Task to carry out:
Using the records that follow, count the lines containing the word "than" and give that number only.

====== Information supplied

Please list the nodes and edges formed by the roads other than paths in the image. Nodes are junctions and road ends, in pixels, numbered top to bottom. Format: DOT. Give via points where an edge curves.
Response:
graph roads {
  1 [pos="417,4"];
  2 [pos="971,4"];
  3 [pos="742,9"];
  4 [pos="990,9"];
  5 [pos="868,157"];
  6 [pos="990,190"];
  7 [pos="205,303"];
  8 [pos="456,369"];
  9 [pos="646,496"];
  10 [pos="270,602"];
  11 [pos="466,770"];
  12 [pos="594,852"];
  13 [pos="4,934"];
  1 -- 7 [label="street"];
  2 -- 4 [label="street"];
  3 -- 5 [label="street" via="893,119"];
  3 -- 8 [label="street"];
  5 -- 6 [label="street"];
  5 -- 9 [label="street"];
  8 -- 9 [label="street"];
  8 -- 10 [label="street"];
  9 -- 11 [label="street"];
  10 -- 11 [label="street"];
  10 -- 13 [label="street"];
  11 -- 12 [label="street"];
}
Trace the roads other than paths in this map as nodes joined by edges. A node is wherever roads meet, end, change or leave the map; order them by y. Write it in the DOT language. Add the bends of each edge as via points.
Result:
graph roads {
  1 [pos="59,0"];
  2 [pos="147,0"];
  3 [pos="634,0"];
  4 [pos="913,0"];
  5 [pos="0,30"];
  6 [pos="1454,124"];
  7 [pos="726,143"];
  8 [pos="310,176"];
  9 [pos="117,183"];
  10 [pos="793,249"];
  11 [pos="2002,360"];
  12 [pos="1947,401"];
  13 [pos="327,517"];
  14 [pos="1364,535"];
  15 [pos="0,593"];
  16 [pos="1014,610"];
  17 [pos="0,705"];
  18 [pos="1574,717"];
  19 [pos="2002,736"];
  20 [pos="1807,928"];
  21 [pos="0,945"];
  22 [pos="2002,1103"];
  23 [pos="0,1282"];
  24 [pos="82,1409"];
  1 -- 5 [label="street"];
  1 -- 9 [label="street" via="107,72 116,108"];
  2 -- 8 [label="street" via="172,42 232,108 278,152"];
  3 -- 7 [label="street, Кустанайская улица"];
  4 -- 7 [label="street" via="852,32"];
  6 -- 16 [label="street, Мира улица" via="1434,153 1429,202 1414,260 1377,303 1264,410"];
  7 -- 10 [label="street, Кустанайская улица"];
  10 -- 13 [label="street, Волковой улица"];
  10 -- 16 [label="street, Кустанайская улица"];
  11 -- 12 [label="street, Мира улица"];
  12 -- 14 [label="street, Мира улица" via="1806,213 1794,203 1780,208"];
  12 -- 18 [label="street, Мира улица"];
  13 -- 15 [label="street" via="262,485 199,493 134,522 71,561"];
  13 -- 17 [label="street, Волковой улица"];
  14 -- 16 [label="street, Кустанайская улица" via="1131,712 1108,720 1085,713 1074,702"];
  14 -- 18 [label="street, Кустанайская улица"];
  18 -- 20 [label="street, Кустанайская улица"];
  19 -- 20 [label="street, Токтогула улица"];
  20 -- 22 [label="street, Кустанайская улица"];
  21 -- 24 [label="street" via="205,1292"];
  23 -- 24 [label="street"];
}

============

Exercise solution:
2